Aug. 21 (Bloomberg) -- Taiwan shut offices, financial markets and schools in the northern part of the island as Severe Tropical Storm Trami brought steady rains.

About 304 millimeters (12 inches) of rain have fallen in Taipei in the past 48 hours, the Central Weather Bureau said. Trami, with winds gusting to as much as 137 kilometers (85 miles) an hour, was centered 160 kilometers east of Taipei as at 1 p.m. local time. The storm is moving westward at 25 kilometers per hour, the bureau said.

The cities of Taipei, New Taipei and Keelung and Taoyuan county closed offices and canceled classes today, the Central Personnel Administration said on its website. People in low-lying areas should be on alert for possible flooding because of the high tide, according to the weather bureau.

The storm follows Soulik, which lashed Taiwan with winds and rain last month, killing two and injuring more than 100 others. Soulik knocked out electricity from more than half a million households, according to Taiwan Power Co.

Trami, a tropical storm, has yet to make landfall in Taiwan as it approaches from the Philippines, where it left at least eight dead, according to Taiwan’s weather bureau. Taiwan’s Central Emergency Operation Center said one person was injured from a motorcycle accident, according to the center.

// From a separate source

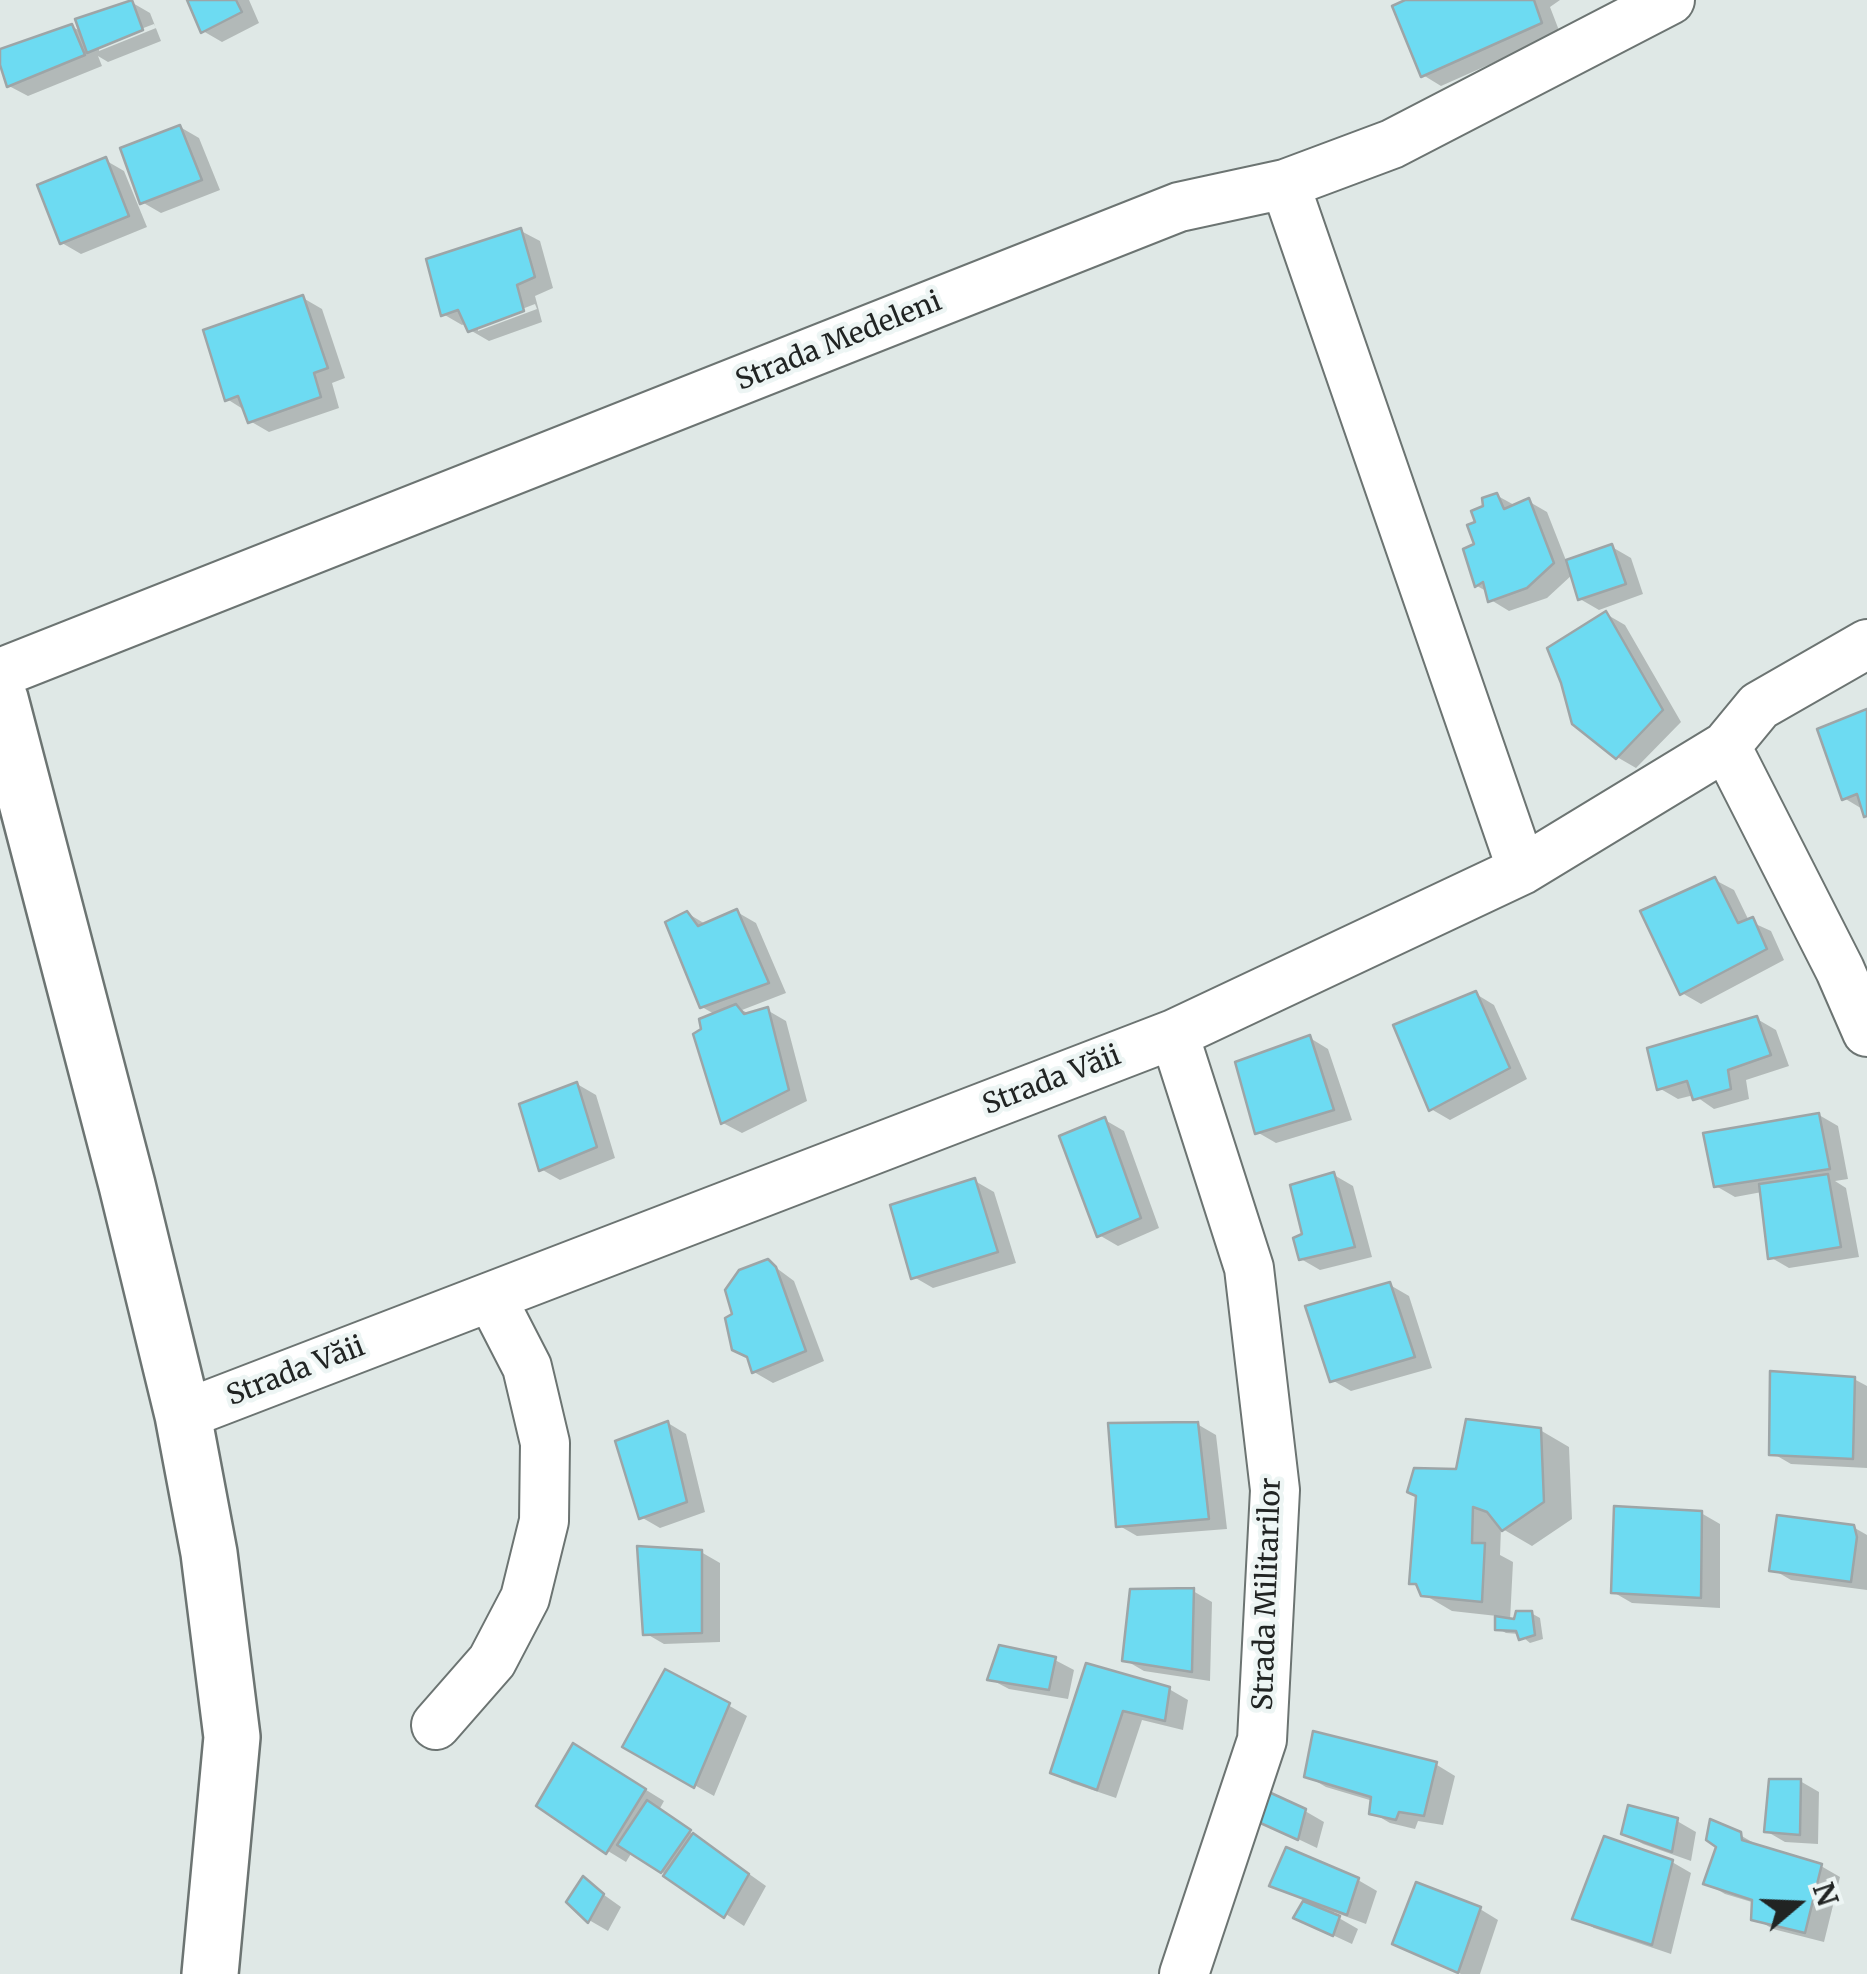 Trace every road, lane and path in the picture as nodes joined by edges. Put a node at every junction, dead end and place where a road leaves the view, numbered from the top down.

China Airlines Ltd. canceled two flights between Taiwan and Hong Kong scheduled for today, it said on its website. Cathay Pacific Airways Ltd. canceled more than 20 flights to and from Taipei scheduled to depart between 12:30 p.m. today and 10 a.m. tomorrow, according to an e-mailed statement late yesterday.

Taiwan President Ma Ying-jeou cut short a transit stop in Los Angeles as he returned from a diplomatic visit to the Caribbean islands and Paraguay this month, the Central News Agency reported yesterday.